Friday, December 20, 2013

On Love and Long Distance

After hour upon hour spent in front of the computer this semester, writing countless formal lesson plans and reflections, I am ready to get back in the blogging saddle!  As far as written work goes, this past week brought the culmination of my most intense college term to date, and the last on-campus, in-class, homework-filled term of my degree!  I get to spend this spring student teaching in a fourth grade classroom, which hardly qualifies as school, if you ask me.

Along with the tail-end of my studies, the recent months have been the last of far too many spent apart from my sweet husband.  I cannot wait to set up a real home together, and have sleepovers with my best friend for the rest of our lives!  (Because marriage is always going to be that blissful, right?)

As a matter of fact, today marks the very last day of longterm long distance in our relationship, at least according to our ideals.  The significance of today calls me to reflect on love at a distance, seeing as how our entire story thus far has unfolded from afar.  Since first meeting, we have journeyed together through a magnetic friendship, the first "I love you," his deployment, the midst of my college career, engagement, a wedding, and the first six months of marriage while living anywhere between half the world and half the nation apart.
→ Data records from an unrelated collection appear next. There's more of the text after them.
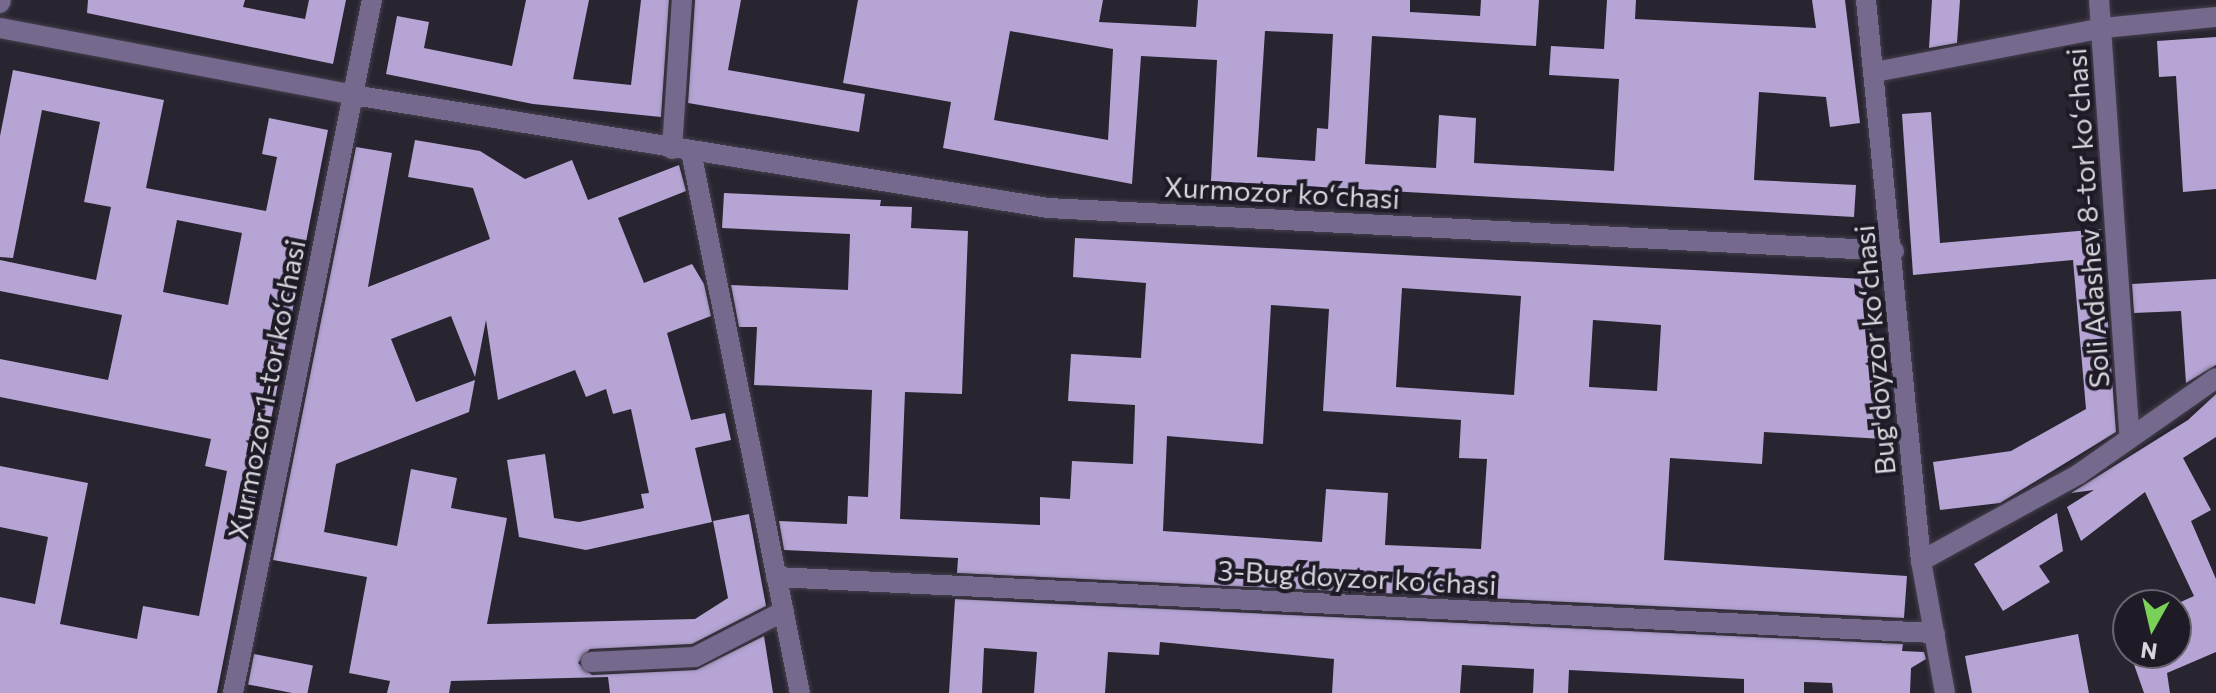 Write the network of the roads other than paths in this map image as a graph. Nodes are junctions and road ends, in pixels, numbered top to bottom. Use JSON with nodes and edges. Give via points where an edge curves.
{"nodes":[{"id":1,"x":372,"y":0,"type":"edge"},
{"id":2,"x":682,"y":0,"type":"edge"},
{"id":3,"x":1866,"y":0,"type":"edge"},
{"id":4,"x":2099,"y":0,"type":"edge"},
{"id":5,"x":2216,"y":17,"type":"edge"},
{"id":6,"x":0,"y":28,"type":"edge"},
{"id":7,"x":2103,"y":28,"type":"junction"},
{"id":8,"x":1875,"y":72,"type":"junction"},
{"id":9,"x":353,"y":95,"type":"junction"},
{"id":10,"x":682,"y":150,"type":"junction"},
{"id":11,"x":1894,"y":251,"type":"junction"},
{"id":12,"x":2216,"y":378,"type":"edge"},
{"id":13,"x":2129,"y":433,"type":"junction"},
{"id":14,"x":1921,"y":561,"type":"junction"},
{"id":15,"x":776,"y":577,"type":"junction"},
{"id":16,"x":784,"y":611,"type":"junction"},
{"id":17,"x":1935,"y":633,"type":"junction"},
{"id":18,"x":591,"y":662,"type":"dead end"},
{"id":19,"x":233,"y":693,"type":"edge"},
{"id":20,"x":800,"y":693,"type":"edge"},
{"id":21,"x":1945,"y":693,"type":"edge"}],
"edges":[{"from":1,"to":9,"type":"street","name":"Xurmozor 1-tor koʻchasi"},
{"from":2,"to":10,"type":"street"},
{"from":3,"to":8,"type":"street","name":"Bug'doyzor koʻchasi"},
{"from":4,"to":7,"type":"street","name":"Soli Adashev 8-tor koʻchasi"},
{"from":5,"to":7,"type":"street"},
{"from":6,"to":9,"type":"street","name":"Xurmozor koʻchasi"},
{"from":7,"to":8,"type":"street"},
{"from":7,"to":13,"type":"street","name":"Soli Adashev 8-tor koʻchasi"},
{"from":8,"to":11,"type":"street","name":"Bug'doyzor koʻchasi"},
{"from":9,"to":10,"type":"street","name":"Xurmozor koʻchasi"},
{"from":9,"to":19,"type":"street","name":"Xurmozor 1-tor koʻchasi"},
{"from":10,"to":11,"type":"street","name":"Xurmozor koʻchasi","via":[[1048,208]]},
{"from":10,"to":15,"type":"street"},
{"from":11,"to":14,"type":"street","name":"Bug'doyzor koʻchasi"},
{"from":12,"to":13,"type":"street"},
{"from":13,"to":14,"type":"street","via":[[2079,474]]},
{"from":14,"to":17,"type":"street","name":"Bug'doyzor koʻchasi"},
{"from":15,"to":16,"type":"street"},
{"from":15,"to":17,"type":"street","name":"3-Bugʻdoyzor koʻchasi"},
{"from":16,"to":18,"type":"street","via":[[695,657]]},
{"from":16,"to":20,"type":"street"},
{"from":17,"to":21,"type":"street","name":"Bug'doyzor koʻchasi"}]} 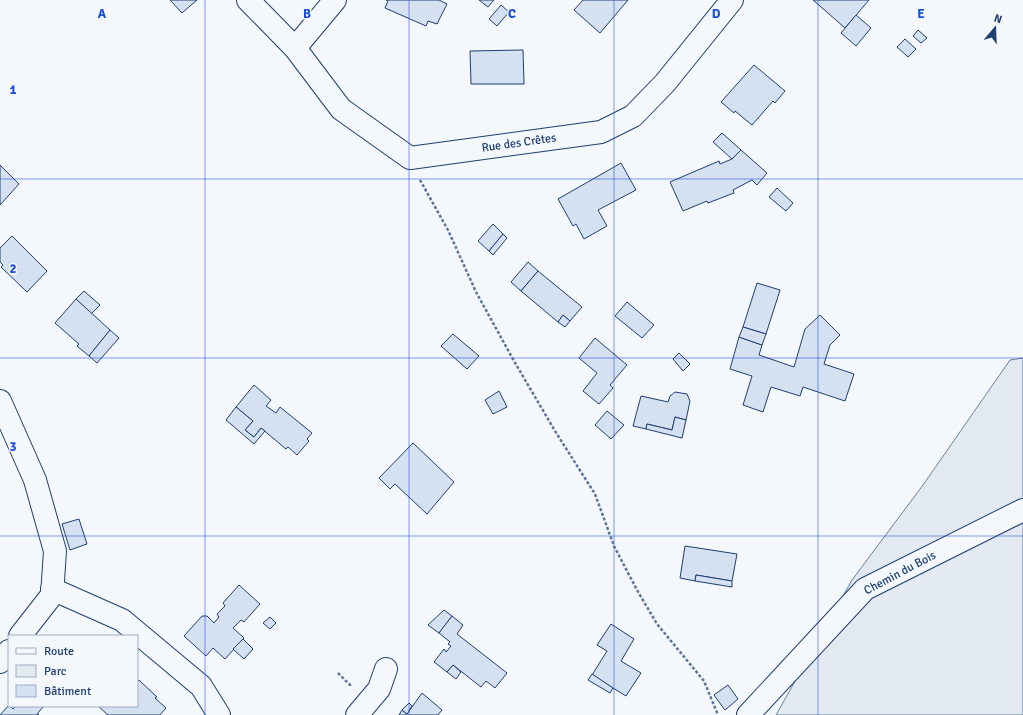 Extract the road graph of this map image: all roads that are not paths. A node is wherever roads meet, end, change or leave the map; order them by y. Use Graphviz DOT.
graph roads {
  1 [pos="248,0"];
  2 [pos="335,0"];
  3 [pos="732,0"];
  4 [pos="295,48"];
  5 [pos="0,401"];
  6 [pos="1023,510"];
  7 [pos="52,589"];
  8 [pos="21,635"];
  9 [pos="8,652"];
  10 [pos="0,662"];
  11 [pos="386,669"];
  12 [pos="219,715"];
  13 [pos="357,715"];
  14 [pos="748,715"];
  1 -- 4 [label="street"];
  2 -- 4 [label="street"];
  3 -- 4 [label="street, Rue des Crêtes"];
  5 -- 7 [label="street"];
  6 -- 14 [label="street, Chemin du Bois"];
  7 -- 8 [label="street"];
  7 -- 12 [label="street"];
  9 -- 10 [label="street"];
  11 -- 13 [label="street"];
} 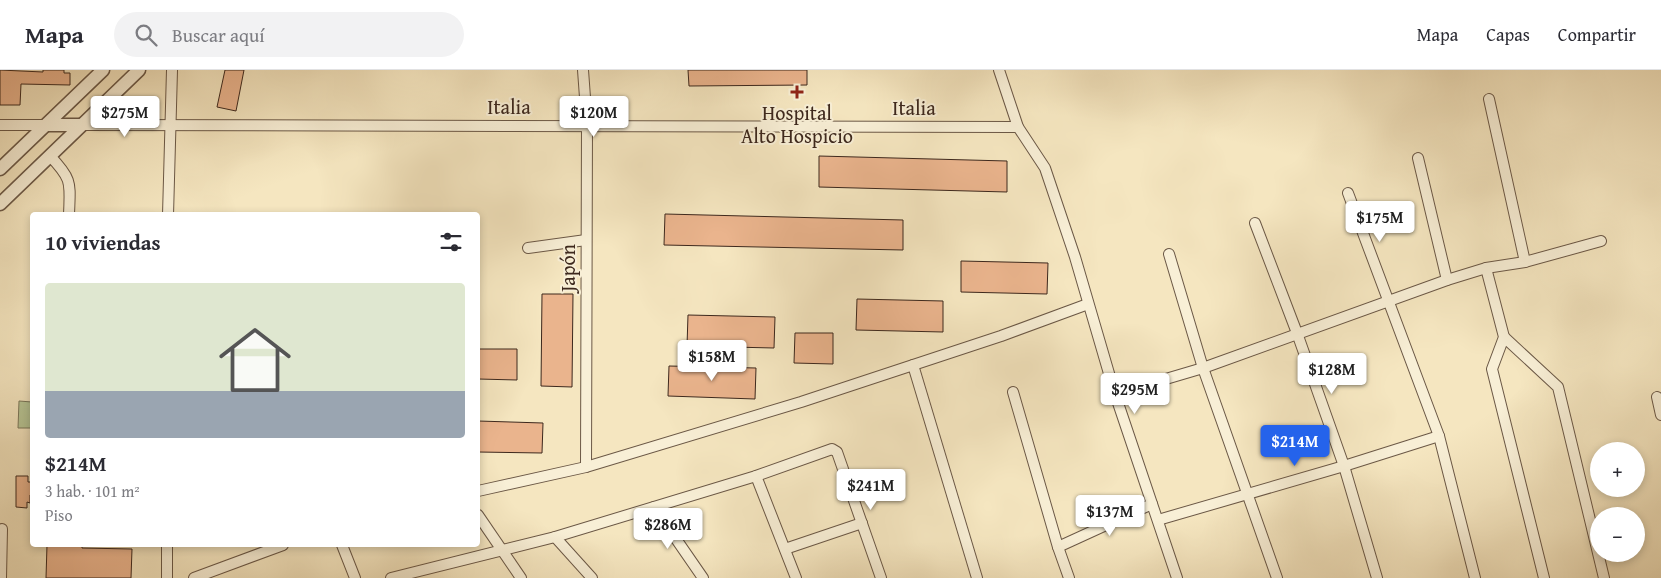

Obviously, I am not a believer in the whole "distance is doom" concept.  Reflecting on our extensive experience with apart-togetherness, I attribute several things - aside from loving each other a whole darn lot - to thriving across the miles:
  • The unfolding of our relationship was never, so to speak, forced: we didn't make it happen but, rather, we let it happen to us.  
  • Relatedly, we never took steps (or didn't), based on the convenience or inconvenience of circumstances, but rather despite them.  
  • Some serious risk taking. 
  • Surprising him with a legit Peyton Manning jersey.
  • Being just as silly as serious.
  • My killer care-package making skills.      
  • Communication, communication, communication.
  • Skype (see above).
  • We didn't allow ourselves to focus on how much it just plain sucks to be apart - because it does sometimes, but it doesn't have to all the time. 
  • Trial and error, and a whole lot of it.